The democratic rejection of democracy: Performative failure and the limits of critical performativity in an organizational change project
In: Human relations: towards the integration of the social sciences, Volume 71, Issue 11, p. 1535-1557
Abstract
'How do we introduce democracy democratically to people who are not sure they want it?' This question was posed to us at the outset of what became a three-year experiment in seeking to implement more democratic organizational practices within a small education charity, World Education (WE). WE were an organization with a history of anarchist organizing and recent negative experiences of hierarchical managerialism, who wanted to return to a more democratic organizational form. This was an ideal opportunity, we thought, for the type of critical performative intervention called for within Critical Management Studies. Using Participant Action Research, which itself has a democratic ethos, we aimed to democratically bring about workplace democracy, using a range of interventions from interviewing, whole organization visioning workshops through to participating in working groups to bring about democratic change.

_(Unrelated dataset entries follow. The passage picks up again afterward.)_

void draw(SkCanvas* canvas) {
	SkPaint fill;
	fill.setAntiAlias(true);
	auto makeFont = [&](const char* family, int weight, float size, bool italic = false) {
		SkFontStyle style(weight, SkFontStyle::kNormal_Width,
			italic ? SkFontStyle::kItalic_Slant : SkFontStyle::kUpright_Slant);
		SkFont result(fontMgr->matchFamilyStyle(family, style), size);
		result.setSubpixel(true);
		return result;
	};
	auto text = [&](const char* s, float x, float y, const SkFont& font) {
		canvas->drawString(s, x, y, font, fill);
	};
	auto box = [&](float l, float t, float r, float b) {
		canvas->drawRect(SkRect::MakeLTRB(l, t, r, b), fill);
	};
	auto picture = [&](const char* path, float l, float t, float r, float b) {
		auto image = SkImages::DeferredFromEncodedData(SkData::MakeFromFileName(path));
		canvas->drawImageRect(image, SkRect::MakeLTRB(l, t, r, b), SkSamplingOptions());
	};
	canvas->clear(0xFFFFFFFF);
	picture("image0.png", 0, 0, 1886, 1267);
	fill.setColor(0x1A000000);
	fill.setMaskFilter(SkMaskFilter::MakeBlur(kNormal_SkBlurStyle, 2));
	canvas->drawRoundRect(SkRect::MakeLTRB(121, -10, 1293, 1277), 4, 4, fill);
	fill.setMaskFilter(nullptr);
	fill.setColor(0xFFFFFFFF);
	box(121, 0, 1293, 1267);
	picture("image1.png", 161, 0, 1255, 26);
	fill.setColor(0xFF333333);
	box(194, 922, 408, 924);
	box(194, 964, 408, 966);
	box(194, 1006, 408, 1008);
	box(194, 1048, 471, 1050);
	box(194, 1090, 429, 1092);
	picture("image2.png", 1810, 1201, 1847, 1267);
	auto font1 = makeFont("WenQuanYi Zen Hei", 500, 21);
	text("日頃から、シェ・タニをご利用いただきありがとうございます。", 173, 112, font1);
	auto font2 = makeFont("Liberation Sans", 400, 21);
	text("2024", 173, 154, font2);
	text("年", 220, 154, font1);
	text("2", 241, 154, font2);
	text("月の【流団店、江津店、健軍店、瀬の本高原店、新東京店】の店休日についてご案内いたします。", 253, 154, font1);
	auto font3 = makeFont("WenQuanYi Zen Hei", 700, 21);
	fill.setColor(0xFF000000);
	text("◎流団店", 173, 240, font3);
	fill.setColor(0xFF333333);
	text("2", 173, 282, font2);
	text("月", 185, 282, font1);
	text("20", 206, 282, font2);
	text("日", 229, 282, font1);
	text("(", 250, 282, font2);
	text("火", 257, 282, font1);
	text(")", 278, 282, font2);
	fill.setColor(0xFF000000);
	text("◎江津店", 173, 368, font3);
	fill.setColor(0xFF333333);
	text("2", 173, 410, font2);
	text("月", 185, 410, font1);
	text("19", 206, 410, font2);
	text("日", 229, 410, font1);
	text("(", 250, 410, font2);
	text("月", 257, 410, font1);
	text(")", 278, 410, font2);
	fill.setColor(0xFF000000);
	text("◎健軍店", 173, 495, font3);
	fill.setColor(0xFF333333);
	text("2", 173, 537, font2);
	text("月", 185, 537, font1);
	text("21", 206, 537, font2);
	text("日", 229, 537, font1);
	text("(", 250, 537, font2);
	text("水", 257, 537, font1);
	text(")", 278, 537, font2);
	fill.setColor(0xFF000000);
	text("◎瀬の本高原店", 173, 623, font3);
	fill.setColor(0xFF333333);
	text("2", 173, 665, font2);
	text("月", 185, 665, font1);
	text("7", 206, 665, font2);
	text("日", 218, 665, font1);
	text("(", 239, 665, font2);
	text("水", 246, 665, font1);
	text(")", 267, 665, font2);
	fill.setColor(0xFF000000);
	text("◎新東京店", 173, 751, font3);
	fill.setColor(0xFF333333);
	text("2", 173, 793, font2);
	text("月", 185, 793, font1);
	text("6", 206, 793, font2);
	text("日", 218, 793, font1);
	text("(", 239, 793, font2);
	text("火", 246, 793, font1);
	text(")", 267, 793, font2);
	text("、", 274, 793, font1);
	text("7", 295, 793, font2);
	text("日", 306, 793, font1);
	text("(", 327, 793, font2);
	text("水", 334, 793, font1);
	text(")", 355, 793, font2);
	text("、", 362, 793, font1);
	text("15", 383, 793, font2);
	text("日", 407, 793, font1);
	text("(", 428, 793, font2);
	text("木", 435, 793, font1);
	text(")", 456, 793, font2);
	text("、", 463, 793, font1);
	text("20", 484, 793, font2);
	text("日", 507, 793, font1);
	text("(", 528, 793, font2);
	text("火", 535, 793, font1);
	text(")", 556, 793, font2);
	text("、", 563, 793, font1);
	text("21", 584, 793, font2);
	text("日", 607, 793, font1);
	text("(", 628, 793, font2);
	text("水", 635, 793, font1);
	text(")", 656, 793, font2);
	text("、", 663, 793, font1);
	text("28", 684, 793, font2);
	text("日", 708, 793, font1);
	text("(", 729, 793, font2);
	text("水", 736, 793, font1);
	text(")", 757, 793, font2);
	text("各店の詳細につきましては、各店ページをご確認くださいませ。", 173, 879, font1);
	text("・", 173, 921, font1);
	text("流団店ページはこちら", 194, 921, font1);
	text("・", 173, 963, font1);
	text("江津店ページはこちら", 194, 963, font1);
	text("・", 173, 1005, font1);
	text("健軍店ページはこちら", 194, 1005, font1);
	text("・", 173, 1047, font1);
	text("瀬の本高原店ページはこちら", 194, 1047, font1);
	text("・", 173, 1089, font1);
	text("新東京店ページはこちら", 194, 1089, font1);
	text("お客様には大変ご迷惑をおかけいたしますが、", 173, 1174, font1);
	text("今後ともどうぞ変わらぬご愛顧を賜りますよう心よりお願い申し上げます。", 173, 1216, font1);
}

Yet we failed. WE members democratically rejected democracy. We reflect on this failure using Jacques Derrida's idea of a constitutive aporia at the heart of democracy, and suggests the need to more carefully unpack the difficult relationship between power and equality when seeking to facilitate more democratic organizational practices. The article presents an original perspective on the potential for, and limits of, critical performativity inspired interventions in organizations.